◆ About this task ◆
Using the listing that follows, filter out every line lacking the string "Nørresøvej" and return the rest.

◆ Record set ◆
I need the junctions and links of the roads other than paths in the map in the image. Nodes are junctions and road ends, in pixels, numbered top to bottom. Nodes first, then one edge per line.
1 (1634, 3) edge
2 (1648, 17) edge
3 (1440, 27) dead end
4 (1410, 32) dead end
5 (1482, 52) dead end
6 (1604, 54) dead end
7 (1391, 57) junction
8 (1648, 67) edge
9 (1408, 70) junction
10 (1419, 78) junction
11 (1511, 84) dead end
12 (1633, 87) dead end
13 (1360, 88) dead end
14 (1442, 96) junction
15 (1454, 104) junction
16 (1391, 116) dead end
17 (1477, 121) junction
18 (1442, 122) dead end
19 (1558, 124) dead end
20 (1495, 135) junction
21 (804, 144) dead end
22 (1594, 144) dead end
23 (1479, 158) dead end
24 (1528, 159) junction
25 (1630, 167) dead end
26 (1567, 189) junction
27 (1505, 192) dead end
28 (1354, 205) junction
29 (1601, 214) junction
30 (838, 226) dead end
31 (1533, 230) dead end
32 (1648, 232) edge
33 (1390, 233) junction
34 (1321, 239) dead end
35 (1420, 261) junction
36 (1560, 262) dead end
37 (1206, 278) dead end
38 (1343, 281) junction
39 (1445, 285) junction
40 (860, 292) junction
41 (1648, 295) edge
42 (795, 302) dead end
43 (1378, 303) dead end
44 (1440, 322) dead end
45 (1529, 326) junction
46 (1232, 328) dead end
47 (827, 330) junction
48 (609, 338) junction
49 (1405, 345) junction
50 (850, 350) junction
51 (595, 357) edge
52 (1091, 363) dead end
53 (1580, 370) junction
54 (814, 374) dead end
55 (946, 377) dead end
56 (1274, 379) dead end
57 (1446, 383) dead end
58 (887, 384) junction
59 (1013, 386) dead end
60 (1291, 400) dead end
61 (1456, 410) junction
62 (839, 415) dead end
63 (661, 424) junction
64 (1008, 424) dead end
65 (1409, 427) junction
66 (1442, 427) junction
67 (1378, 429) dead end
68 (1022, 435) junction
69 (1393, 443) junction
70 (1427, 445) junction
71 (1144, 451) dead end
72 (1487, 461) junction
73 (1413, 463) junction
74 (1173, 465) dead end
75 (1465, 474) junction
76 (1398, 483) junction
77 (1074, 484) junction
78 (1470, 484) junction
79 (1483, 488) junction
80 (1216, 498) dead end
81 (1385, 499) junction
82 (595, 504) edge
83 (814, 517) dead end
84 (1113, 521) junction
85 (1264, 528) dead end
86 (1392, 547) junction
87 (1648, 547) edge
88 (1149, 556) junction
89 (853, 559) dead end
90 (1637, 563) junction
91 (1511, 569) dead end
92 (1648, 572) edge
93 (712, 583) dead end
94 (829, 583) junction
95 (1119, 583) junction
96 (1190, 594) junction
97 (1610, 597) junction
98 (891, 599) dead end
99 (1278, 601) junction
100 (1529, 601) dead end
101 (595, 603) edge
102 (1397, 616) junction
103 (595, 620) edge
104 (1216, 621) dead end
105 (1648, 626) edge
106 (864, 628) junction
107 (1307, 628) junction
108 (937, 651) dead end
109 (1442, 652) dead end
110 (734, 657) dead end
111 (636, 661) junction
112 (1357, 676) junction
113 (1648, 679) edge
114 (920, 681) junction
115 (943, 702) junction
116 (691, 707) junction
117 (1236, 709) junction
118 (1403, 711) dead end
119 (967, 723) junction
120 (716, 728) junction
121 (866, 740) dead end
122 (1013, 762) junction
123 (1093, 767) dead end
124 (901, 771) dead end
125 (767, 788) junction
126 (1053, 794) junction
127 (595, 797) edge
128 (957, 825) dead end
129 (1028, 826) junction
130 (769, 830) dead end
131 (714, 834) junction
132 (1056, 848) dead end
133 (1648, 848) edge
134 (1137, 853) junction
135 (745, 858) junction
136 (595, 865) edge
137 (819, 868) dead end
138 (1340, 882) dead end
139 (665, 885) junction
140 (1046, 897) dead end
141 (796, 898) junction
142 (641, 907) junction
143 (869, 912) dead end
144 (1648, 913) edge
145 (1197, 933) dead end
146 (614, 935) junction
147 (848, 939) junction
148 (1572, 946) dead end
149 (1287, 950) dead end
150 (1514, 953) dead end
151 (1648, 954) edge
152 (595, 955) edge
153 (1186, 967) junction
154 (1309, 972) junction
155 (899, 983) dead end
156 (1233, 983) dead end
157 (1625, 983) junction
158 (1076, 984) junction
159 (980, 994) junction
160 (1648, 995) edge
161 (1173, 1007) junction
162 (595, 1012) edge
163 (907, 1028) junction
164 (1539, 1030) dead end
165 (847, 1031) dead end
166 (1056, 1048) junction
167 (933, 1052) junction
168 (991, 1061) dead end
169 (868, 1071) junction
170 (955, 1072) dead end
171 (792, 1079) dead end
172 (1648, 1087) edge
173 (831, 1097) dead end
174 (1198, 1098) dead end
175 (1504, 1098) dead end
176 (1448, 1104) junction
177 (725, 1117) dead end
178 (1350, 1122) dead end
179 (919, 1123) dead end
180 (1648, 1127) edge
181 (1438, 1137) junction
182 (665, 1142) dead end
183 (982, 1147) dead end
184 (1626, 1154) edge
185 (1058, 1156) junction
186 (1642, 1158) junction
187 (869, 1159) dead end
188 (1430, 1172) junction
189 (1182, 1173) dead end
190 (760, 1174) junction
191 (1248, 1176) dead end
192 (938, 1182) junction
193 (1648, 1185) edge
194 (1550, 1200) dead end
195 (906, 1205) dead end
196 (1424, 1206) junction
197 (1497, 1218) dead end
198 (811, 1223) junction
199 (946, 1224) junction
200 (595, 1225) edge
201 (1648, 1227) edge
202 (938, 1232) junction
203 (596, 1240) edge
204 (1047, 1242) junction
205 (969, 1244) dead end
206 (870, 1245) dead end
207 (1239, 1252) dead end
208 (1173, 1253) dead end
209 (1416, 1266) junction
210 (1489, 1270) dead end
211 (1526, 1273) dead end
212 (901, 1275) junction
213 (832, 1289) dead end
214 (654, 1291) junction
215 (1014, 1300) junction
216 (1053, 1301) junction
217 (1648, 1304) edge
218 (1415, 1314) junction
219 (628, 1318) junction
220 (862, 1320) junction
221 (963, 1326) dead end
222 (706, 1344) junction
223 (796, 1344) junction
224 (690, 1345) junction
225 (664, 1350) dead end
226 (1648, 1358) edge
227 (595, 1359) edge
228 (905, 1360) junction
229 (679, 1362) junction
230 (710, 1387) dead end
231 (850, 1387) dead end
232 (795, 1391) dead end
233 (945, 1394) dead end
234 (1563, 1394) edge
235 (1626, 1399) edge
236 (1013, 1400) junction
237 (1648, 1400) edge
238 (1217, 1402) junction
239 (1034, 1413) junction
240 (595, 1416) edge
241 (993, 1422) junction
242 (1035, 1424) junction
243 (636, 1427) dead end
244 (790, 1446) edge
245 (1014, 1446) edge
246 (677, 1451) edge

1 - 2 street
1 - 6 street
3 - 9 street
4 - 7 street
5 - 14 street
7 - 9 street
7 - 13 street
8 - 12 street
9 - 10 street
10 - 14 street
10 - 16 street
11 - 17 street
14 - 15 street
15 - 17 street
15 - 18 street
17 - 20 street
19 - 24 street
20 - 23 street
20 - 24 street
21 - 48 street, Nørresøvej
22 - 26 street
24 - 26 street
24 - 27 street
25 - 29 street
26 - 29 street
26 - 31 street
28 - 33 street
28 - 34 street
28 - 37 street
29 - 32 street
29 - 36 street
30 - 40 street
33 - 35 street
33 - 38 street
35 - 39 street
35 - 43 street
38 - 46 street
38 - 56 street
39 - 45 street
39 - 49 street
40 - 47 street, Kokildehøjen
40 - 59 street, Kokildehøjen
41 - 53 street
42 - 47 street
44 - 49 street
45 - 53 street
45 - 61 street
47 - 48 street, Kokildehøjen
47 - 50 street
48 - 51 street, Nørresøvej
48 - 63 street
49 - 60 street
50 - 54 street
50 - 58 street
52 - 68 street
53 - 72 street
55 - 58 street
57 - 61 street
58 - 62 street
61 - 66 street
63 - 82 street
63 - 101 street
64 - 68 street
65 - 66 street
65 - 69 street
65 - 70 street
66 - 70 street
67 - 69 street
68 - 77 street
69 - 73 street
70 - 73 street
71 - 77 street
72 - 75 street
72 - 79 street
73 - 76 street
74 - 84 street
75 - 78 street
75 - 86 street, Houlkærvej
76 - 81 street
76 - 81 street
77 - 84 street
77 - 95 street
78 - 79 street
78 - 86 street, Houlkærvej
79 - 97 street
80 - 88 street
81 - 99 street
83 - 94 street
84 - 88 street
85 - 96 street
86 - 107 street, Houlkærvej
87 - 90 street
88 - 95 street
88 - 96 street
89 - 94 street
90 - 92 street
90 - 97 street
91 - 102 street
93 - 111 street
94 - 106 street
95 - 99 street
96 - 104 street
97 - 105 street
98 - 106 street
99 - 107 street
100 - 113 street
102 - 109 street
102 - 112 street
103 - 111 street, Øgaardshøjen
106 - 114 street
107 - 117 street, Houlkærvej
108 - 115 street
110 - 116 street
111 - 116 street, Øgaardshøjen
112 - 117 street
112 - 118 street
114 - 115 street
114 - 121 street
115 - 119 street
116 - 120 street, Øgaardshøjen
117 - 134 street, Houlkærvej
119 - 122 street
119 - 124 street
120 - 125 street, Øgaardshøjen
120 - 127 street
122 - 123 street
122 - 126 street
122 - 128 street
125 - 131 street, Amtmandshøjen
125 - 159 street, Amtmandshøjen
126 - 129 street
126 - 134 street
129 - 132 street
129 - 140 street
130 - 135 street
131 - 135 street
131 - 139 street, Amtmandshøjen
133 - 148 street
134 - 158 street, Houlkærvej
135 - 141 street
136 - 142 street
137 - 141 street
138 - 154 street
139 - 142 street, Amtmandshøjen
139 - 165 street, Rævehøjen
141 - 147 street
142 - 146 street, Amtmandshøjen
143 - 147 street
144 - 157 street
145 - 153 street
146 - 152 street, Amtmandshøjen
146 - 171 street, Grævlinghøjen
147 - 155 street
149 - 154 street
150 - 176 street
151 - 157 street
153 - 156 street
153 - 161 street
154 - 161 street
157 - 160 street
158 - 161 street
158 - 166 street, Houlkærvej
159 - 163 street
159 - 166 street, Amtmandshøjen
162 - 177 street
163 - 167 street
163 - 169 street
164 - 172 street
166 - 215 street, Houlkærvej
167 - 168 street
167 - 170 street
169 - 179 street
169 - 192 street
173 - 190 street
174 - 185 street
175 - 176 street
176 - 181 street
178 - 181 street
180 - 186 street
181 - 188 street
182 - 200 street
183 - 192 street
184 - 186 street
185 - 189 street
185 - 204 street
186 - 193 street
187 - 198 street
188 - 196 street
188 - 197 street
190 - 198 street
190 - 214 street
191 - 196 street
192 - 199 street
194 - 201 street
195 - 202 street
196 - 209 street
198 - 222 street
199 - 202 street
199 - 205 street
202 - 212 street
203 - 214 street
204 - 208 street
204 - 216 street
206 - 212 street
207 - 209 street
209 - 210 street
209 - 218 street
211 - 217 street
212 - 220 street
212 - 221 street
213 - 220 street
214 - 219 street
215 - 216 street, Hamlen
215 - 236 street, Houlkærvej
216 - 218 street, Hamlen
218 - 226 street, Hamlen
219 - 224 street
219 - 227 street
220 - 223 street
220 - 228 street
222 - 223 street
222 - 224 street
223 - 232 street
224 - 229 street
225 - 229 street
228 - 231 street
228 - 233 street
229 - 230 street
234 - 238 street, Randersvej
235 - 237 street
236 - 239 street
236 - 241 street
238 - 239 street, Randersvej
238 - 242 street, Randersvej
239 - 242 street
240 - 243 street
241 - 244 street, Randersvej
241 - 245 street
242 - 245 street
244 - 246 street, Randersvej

◆ Result below ◆
21 - 48 street, Nørresøvej
48 - 51 street, Nørresøvej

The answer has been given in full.